Lobbying and advocacy
The Association is the lobbying arm of the real estate sector in Uganda and does so, on behalf of its members. The body has lobbied on tax issues in Parliament, regulatory environment with the Ministry of Lands, Housing and Urban Development and does make presentations on housing forums representing the real estate industry.

Managing the Ugandan Women Access and Ownership of Land Project
This project was designed to increase women's awareness and knowledge of land and property rights in the real estate sector so that they can act as leaders and advocates on such issues.

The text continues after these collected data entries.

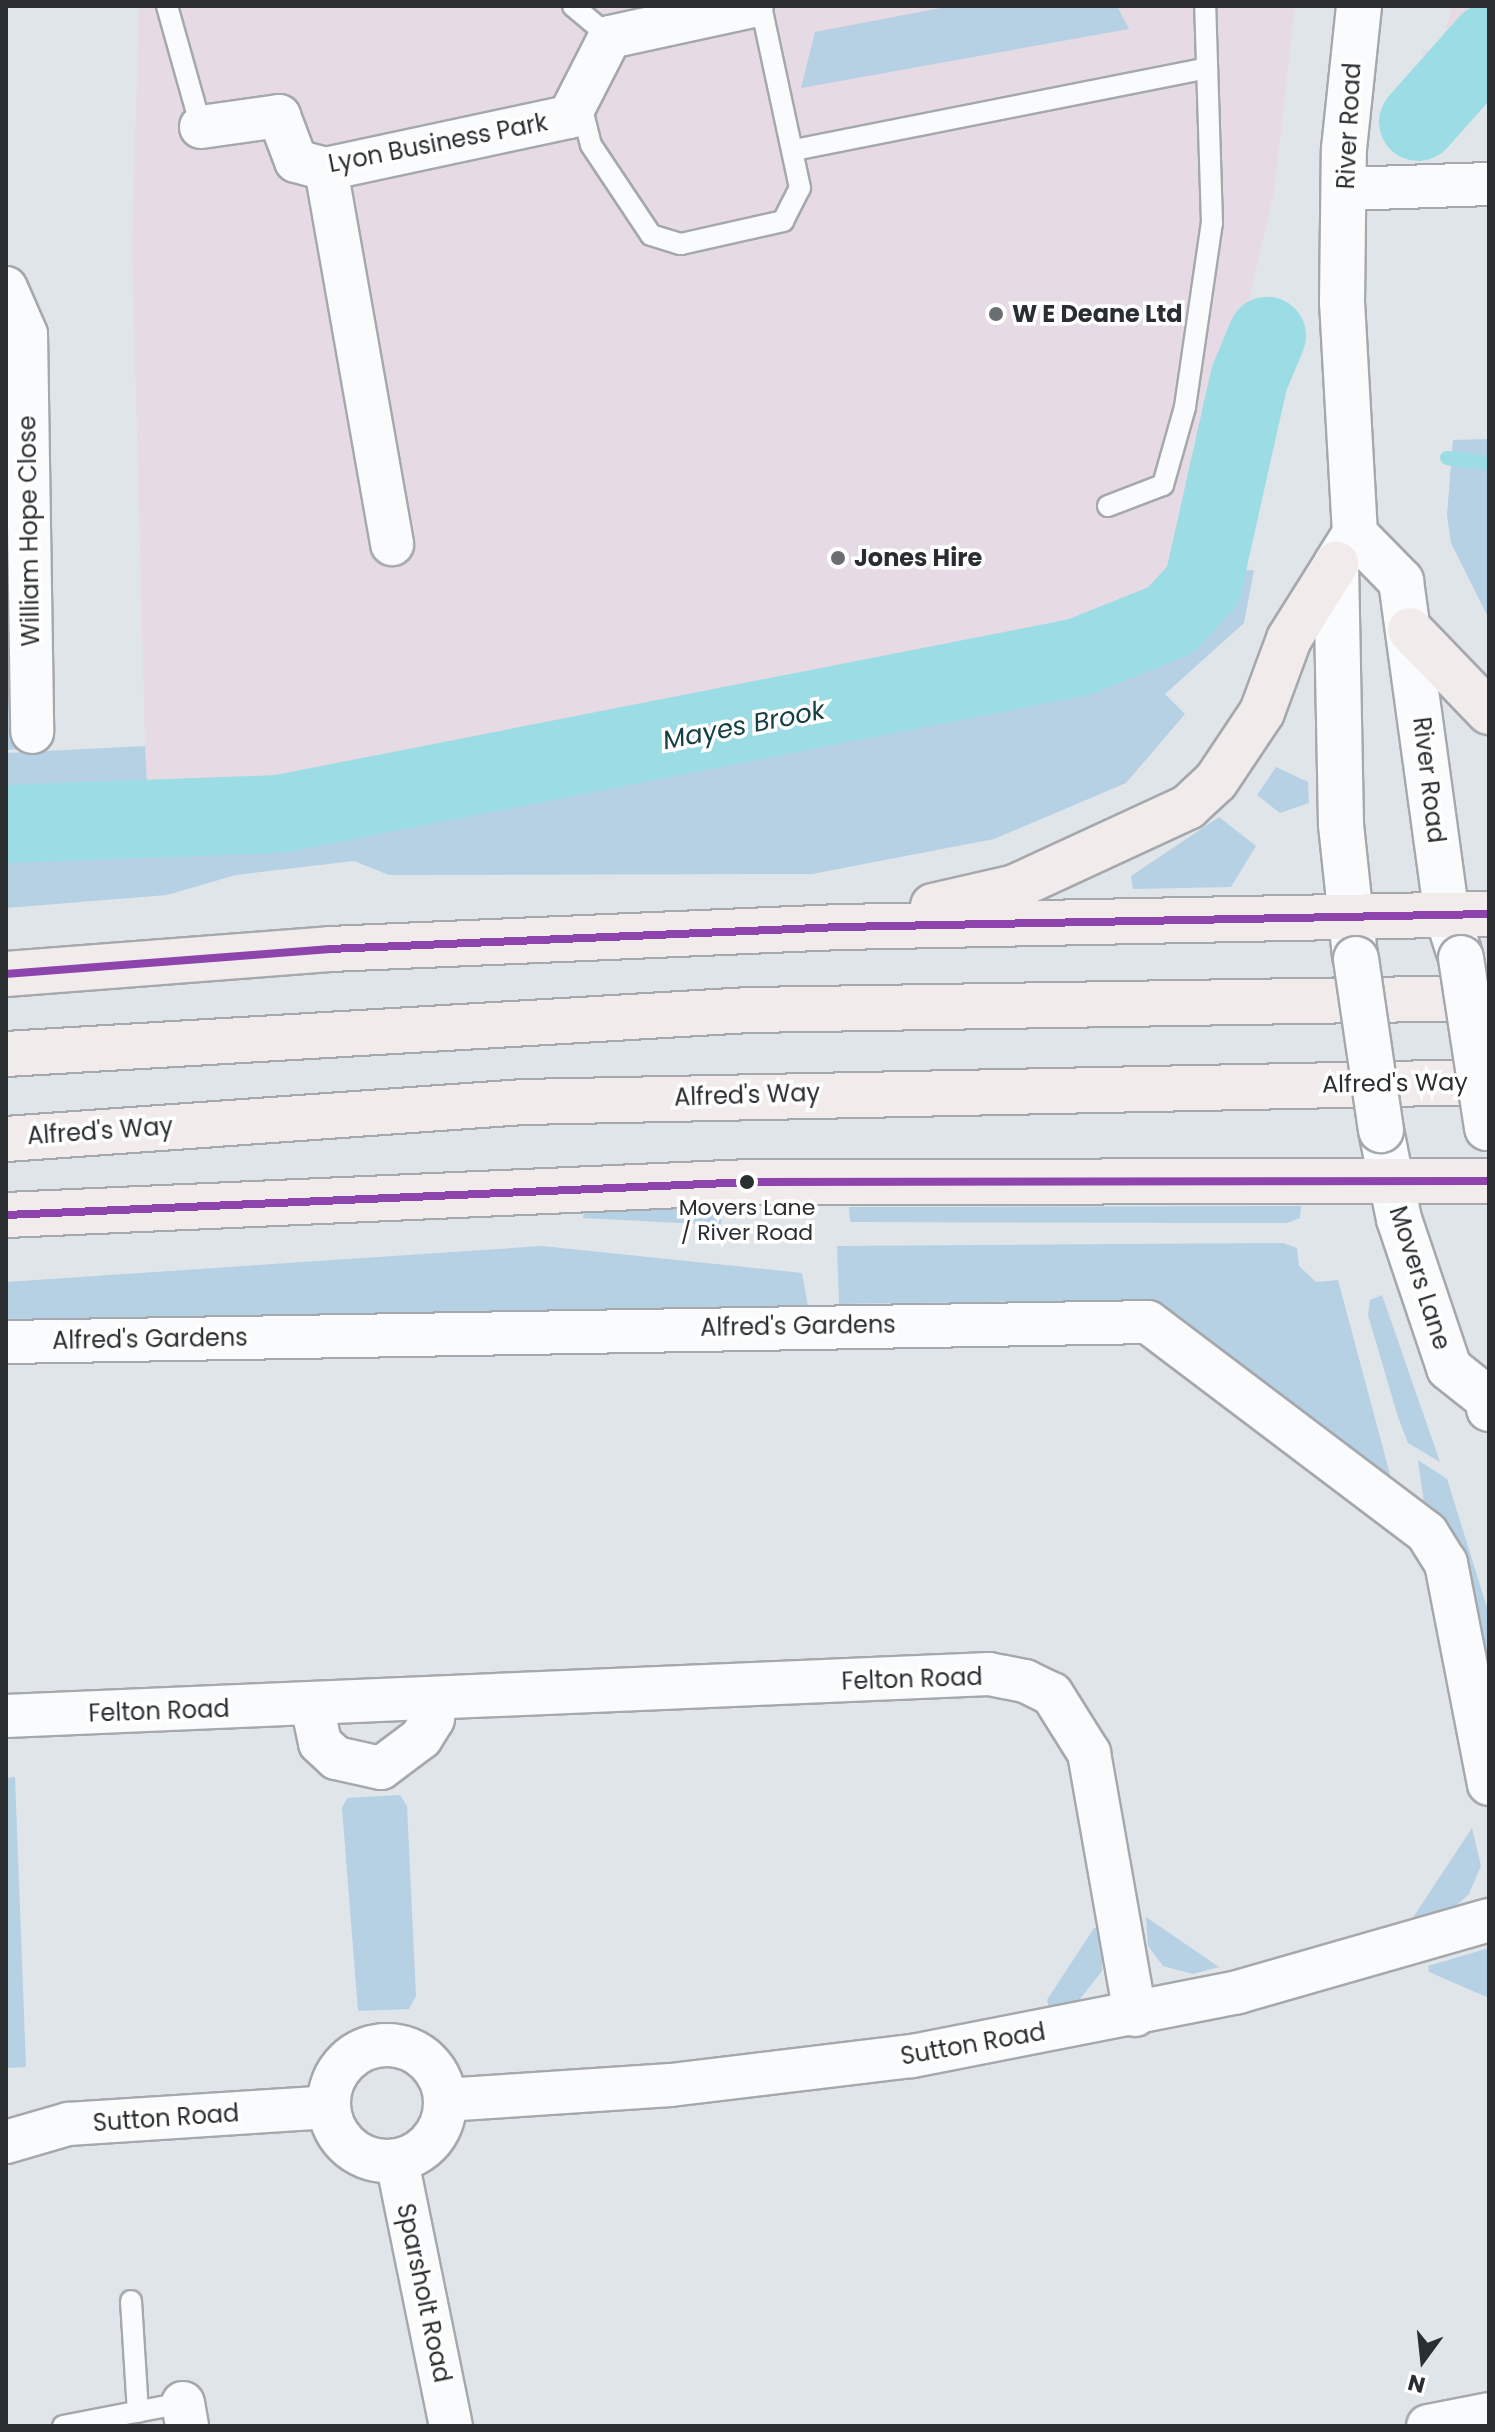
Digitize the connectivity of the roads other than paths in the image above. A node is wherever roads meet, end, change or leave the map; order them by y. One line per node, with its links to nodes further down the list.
1 (167, 6): 10 (lane)
2 (573, 6): 7 (lane)
3 (752, 6): 7 (street)
4 (761, 6): 11 (lane)
5 (1205, 6): 8 (lane)
6 (1359, 6): 14 (street, River Road)
7 (610, 37): 9 (street, Lyon Business Park)
8 (1207, 68): 11 (lane); 16 (lane)
9 (579, 97): 11 (lane); 12 (street, Lyon Business Park)
10 (201, 127): 12 (street, Lyon Business Park)
11 (794, 150)
12 (326, 169): 17 (street)
13 (1489, 184): 14 (street)
14 (1346, 189): 18 (street, River Road)
15 (6, 288): 21 (street, William Hope Close)
16 (1108, 506)
17 (392, 544)
18 (1345, 549): 19 (street, River Road); 23 (street, River Road); 24 (highway)
19 (1410, 630): 20 (highway); 22 (street, River Road)
20 (1489, 712)
21 (32, 732)
22 (1468, 915): 23 (highway); 29 (street, River Road, bridge)
23 (1350, 916): 24 (highway); 27 (street, River Road, bridge)
24 (841, 927): 25 (highway)
25 (6, 974)
26 (1489, 998): 28 (highway)
27 (1369, 1044): 32 (street, Movers Lane, bridge)
28 (6, 1054)
29 (1482, 1063): 30 (street, bridge); 31 (highway, Alfred's Way)
30 (1488, 1132)
31 (6, 1139)
32 (1389, 1178): 33 (highway); 34 (highway); 36 (street, Movers Lane)
33 (1489, 1181)
34 (6, 1215)
35 (6, 1342): 40 (street, Alfred's Gardens)
36 (1489, 1401)
37 (433, 1702): 38 (street, Felton Road); 38 (street); 42 (street, Felton Road)
38 (312, 1705): 39 (street, Felton Road)
39 (6, 1716)
40 (1489, 1784)
41 (1489, 1920): 42 (street, Sutton Road)
42 (1135, 2015): 43 (street, Sutton Road)
43 (445, 2100): 44 (street); 46 (street)
44 (328, 2107): 45 (street, Sutton Road); 46 (street)
45 (6, 2142)
46 (397, 2161): 52 (street, Sparsholt Road)
47 (131, 2301): 48 (lane)
48 (138, 2412): 50 (lane); 51 (lane)
49 (1489, 2414): 53 (street)
50 (185, 2415)
51 (63, 2426)
52 (451, 2426)
53 (1428, 2426)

Support to students' Real Estate Associations
AREA-Uganda in effort to promote the profession through academic institutions is committed to working with students through their associations like the Makerere University Business School Real Estate Students Association (MURESA) which works closely with AREA-Uganda to link students to the business community through Internships and job linkages.

==Membership==
As of January 2014, the Association had nearly 300 members and more than 1,500 affiliations and connections nationally and Internationally.

===Categories===
AREA Uganda consists of four Membership Categories, that is: (a) Corporate Membership for all real estate agencies and management companies; (b) Individual Membership for all persons practicing or interested in real estate at an individual level; (c) Associate Membership for real estate developers, mortgage practitioners, architects, appraisers, academic institutions plus all other related professions and (d) Student Membership for persons pursuing real estate education.

===Representation===
The association is represented at the board of Private Sector Foundation Uganda, where the AREAU chief executive officer sits on the audit committee. The association is also represented on some of the committees at the Uganda Ministry of Lands, Housing and Urban Planning where the association’s President and Publicity Secretary are representatives.

The association is also represented at the Property Price Index Survey, conducted by Uganda Bureau of Statistics and the Bank of Uganda.